Mais la banalisation des coups d’Etat est hautement néfaste pour tous ces pays. Le Mali vient d’en subir la conséquence. Le Président ATT (AMADOU TOUMANI TOURE) n’était certes pas parfait, mais était tout de même unanimement reconnu pour sa sagesse et sa pondération. De plus, il est un des seuls à avoir quitté le pouvoir de façon pacifique pour revenir suite à des élections libres et transparentes. C’est suffisamment rare pour le signaler. Alors bien-sûr, il avait une certaine proximité avec son voisin KHADAFI qui peut troubler ; mais avec un tel voisin, c’était difficile de faire autrement. Et il n’a peut-être pas déployé suffisamment d’énergie pour défendre son pays contre les rebelles du Nord.
Aujourd’hui, la situation a totalement changé. Le coup de force des jeunes militaires à Bamako hier, alors que des élections devaient être organisées dans quelques semaines, est un coup dur pour l’image du pays. La junte avait peut-être des arguments pour démontrer que leur pays était mal géré, mais n’avait aucun droit légitime de suspendre de son propre chef toutes les institutions du pays.

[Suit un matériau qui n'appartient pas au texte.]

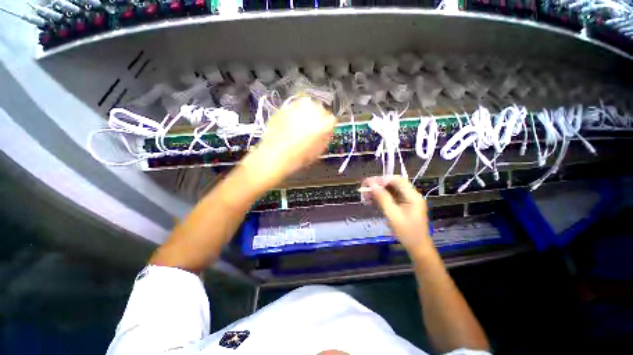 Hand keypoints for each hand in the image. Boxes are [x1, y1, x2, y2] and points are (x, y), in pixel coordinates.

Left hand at [244, 98, 336, 185]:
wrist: (275, 156)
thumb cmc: (297, 158)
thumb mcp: (318, 151)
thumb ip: (325, 138)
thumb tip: (327, 132)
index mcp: (323, 125)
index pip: (332, 119)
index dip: (329, 125)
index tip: (326, 129)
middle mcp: (312, 112)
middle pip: (320, 108)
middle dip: (319, 116)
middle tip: (314, 126)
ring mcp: (297, 108)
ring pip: (307, 104)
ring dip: (307, 112)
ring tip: (302, 123)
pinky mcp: (285, 108)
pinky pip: (294, 106)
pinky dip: (295, 112)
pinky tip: (292, 122)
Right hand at [363, 176, 432, 253]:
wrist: (417, 248)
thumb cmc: (407, 233)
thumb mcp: (393, 215)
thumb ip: (383, 198)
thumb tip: (372, 184)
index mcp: (413, 196)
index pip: (397, 180)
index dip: (383, 179)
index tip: (369, 183)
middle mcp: (411, 195)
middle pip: (394, 184)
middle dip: (379, 185)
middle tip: (365, 188)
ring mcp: (407, 200)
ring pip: (391, 190)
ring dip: (378, 191)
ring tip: (365, 195)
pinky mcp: (403, 205)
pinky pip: (391, 197)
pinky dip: (381, 197)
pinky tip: (372, 200) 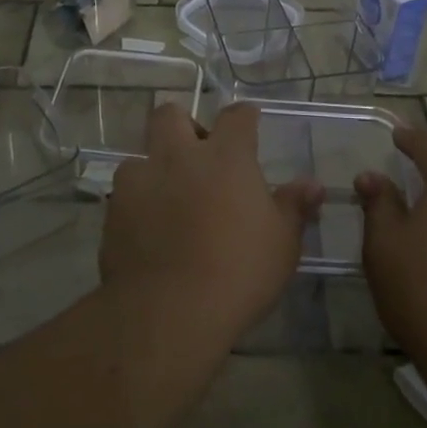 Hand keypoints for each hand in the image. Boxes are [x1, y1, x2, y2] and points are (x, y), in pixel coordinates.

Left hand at [100, 102, 322, 343]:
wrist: (169, 312)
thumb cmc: (239, 271)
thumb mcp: (282, 243)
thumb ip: (294, 207)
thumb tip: (313, 185)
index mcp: (225, 156)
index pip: (236, 116)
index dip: (244, 117)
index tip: (249, 123)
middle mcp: (178, 156)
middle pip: (170, 115)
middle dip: (182, 126)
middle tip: (196, 156)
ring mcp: (139, 181)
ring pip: (139, 156)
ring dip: (153, 169)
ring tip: (167, 200)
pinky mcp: (113, 212)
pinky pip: (123, 196)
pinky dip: (136, 205)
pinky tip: (147, 231) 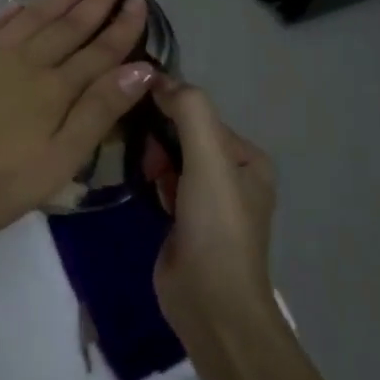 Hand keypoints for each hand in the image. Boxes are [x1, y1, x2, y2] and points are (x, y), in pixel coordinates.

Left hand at [0, 0, 158, 235]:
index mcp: (55, 90)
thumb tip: (140, 69)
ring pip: (34, 16)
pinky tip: (24, 1)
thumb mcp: (58, 160)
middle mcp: (27, 63)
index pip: (99, 51)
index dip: (122, 26)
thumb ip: (97, 112)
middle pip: (68, 25)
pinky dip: (15, 10)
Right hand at [143, 82, 277, 328]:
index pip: (201, 116)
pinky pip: (162, 185)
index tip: (136, 111)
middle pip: (184, 136)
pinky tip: (135, 182)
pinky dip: (149, 179)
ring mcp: (206, 201)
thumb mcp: (208, 160)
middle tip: (135, 147)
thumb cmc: (216, 226)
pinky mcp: (183, 222)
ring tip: (131, 162)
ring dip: (150, 157)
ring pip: (170, 160)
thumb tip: (158, 78)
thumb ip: (189, 112)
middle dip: (157, 136)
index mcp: (248, 159)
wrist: (210, 301)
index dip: (169, 110)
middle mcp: (231, 176)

Ce que mes frères africains ne saisissent pas, c’est que la vraie différence entre les pays en voie de développement qui ne progressent pas et les pays les émergents qui réussissent, c’est la stabilité des institutions. Elle seule permet d’implanter des mesures politiques dans le temps et elle seule rassure les investisseurs étrangers (grandes institutions ou simples privés). Sans elle, seuls les criminels et les vautours seront présents. Les premiers pour blanchir leur argent sale et/ou étendre leurs trafics ; les seconds pour dépouiller les pays de leurs matières premières ou de leurs terres avant de s’en aller, laissant derrière eux la désolation et la misère. Sans compter toutes les générations d’Africains qui n’auront connu que l’instabilité et l’insécurité dans leur propre pays.

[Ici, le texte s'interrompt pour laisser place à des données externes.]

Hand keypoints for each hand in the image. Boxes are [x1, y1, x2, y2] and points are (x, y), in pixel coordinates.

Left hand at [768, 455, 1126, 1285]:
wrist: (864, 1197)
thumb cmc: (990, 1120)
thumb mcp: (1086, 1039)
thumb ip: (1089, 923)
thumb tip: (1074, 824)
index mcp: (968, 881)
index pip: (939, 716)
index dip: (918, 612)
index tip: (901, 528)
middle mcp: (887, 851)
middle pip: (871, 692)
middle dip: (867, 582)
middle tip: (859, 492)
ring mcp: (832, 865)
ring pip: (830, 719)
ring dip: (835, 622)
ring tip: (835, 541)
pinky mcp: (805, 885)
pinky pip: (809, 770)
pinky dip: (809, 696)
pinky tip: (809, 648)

Il n’est pas sain que dans quasi tous les pays africains, du jour au lendemain toutes les alliances, toutes les politiques du pays puissent changer. Un aggiornamento total qui peut changer toute la géopolitique de la région. Du jour au lendemain de pro-occidental, on devient pro-iranien ou pro-Venezuela ; du jour au lendemain, on rompt des contrats avec des sociétés anglo-saxonnes, etc. Et tous les Chefs d’Etat le savent bien. Par exemple lors du récent accident qui a fait des centaines de morts en République du Congo ; tant le pouvoir à Brazzaville que celui à quelques kilomètres à Kinshasa craignaient leur dernière heure arrivée !
Alors, bien-sûr, on imagine bien que certaines forces internationales sont derrière les uns et les autres pour financer les rebellions ou les soulèvements civils ou militaires ; mais au final, ce sont des Africains qui sont en premières lignes. Ce qui confirme ce que je pense depuis longtemps de mes compatriotes, les malheurs de l’Afrique viennent en très grande partie des Africains eux-mêmes !
L’évènement malien le démontre… jusqu’à ce que d’autres les renversent à leur tour ! Un cercle particulièrement vicieux dont on n’est pas près de sortir !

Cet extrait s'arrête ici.